> _REQUIRED WORK_: Lines containing the word "main" in the data below: say how many, with no other text.
RECORDS SHOWN: Begin
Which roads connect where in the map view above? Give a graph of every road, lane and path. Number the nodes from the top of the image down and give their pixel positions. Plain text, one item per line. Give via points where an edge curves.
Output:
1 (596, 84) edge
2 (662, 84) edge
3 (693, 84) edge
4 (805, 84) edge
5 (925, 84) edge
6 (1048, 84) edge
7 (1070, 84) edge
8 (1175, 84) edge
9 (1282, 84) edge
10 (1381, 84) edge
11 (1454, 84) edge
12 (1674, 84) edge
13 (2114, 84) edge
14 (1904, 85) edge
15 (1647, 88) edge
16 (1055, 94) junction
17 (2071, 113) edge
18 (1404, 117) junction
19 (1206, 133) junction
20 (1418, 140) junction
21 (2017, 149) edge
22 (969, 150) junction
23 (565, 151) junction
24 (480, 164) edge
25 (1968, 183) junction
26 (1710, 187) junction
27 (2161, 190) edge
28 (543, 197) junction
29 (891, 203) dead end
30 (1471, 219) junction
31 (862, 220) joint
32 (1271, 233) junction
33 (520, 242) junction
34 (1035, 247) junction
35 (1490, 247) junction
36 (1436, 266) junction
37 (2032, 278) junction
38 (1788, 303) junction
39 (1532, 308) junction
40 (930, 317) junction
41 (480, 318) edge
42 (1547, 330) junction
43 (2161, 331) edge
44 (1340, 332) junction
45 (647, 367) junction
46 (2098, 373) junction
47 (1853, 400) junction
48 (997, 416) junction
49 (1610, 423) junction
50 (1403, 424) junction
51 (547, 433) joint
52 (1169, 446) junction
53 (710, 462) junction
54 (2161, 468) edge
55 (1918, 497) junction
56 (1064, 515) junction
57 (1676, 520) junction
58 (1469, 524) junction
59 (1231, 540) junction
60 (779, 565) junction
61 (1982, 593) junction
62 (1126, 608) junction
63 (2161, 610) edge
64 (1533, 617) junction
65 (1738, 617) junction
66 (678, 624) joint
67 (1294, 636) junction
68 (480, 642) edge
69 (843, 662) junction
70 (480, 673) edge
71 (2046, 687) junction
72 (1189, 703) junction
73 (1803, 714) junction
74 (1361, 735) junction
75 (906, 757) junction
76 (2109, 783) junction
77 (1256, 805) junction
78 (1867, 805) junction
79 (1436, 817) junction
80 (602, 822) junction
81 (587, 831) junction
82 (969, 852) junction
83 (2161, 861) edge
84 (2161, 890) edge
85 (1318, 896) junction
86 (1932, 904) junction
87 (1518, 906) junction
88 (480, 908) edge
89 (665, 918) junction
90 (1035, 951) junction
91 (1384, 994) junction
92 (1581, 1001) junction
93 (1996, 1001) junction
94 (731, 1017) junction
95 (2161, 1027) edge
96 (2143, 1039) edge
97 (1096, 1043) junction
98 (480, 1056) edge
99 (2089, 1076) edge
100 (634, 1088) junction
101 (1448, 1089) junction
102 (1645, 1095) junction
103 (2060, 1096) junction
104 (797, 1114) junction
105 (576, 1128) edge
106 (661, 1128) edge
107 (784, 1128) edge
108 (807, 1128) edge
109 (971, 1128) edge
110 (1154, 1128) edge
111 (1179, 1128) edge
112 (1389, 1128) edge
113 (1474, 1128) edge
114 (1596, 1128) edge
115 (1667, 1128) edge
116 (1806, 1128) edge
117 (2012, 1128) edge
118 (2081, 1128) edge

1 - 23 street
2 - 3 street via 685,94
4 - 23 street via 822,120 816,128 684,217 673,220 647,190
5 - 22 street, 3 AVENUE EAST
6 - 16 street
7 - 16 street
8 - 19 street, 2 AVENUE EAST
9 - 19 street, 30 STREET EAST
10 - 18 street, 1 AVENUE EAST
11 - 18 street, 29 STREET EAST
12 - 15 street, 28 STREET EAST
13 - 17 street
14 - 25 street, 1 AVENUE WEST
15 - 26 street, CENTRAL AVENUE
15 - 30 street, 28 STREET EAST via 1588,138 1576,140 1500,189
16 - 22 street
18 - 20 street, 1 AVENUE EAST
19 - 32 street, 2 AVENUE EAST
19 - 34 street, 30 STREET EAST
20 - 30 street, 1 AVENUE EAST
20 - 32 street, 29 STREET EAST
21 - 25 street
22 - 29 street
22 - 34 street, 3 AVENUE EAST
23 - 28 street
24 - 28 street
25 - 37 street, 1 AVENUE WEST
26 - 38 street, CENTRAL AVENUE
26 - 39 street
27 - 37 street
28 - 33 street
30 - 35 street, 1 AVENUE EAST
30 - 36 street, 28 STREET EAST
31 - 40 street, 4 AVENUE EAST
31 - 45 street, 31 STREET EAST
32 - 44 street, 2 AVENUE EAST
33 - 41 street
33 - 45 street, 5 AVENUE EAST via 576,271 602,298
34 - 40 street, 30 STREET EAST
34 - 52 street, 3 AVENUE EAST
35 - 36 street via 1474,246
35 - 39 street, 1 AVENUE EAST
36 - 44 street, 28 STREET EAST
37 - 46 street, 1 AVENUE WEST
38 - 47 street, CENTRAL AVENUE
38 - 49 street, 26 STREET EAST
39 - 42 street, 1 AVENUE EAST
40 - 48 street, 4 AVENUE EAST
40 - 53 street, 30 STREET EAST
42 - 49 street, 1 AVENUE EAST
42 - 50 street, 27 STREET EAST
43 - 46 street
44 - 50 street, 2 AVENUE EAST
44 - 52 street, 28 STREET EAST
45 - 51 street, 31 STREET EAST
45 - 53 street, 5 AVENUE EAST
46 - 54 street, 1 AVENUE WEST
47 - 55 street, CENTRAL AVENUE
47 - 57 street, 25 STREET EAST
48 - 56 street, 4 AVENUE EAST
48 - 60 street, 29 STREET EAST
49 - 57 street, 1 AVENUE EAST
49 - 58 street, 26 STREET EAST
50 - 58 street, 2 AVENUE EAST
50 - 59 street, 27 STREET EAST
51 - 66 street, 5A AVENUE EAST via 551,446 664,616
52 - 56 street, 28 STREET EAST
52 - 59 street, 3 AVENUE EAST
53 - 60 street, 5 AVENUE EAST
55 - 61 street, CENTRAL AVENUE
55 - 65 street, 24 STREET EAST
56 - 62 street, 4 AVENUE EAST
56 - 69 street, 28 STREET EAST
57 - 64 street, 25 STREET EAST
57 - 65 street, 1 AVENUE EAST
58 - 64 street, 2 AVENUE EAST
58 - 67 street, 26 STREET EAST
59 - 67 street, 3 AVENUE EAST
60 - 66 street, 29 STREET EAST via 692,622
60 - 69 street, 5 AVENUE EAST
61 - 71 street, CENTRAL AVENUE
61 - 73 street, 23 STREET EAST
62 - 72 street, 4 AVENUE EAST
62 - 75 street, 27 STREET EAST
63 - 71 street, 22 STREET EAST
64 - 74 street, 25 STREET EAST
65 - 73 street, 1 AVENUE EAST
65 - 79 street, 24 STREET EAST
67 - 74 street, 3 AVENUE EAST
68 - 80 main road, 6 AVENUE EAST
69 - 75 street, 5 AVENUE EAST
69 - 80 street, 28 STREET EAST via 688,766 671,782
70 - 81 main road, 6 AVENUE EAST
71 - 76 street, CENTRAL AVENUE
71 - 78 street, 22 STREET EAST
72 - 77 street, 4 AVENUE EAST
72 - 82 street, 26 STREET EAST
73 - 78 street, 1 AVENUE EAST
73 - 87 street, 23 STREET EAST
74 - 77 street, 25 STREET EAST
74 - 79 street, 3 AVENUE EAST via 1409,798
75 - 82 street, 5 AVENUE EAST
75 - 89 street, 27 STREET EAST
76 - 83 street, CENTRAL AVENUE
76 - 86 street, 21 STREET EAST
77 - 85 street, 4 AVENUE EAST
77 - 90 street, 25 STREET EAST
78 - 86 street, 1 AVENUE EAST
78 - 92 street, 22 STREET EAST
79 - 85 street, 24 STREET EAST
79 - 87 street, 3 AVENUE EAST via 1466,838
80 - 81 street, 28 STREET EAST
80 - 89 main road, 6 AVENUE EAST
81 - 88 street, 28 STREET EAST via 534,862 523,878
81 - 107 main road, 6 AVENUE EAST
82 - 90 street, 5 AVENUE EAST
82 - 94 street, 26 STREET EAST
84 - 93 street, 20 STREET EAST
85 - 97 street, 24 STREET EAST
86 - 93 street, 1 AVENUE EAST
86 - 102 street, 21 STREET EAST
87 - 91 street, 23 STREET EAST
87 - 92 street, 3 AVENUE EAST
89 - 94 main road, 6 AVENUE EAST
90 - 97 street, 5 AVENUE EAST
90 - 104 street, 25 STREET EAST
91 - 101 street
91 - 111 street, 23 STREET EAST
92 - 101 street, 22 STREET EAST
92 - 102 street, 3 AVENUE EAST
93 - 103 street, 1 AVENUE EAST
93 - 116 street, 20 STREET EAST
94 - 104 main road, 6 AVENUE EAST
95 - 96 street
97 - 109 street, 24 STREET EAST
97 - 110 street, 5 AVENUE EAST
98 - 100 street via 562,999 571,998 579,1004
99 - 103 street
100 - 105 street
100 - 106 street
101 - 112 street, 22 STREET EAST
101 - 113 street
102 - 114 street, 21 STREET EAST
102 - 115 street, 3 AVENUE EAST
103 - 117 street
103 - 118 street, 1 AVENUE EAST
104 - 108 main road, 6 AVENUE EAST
RECORDS SHOWN: End
> _PROBLEM SOLUTION_: 7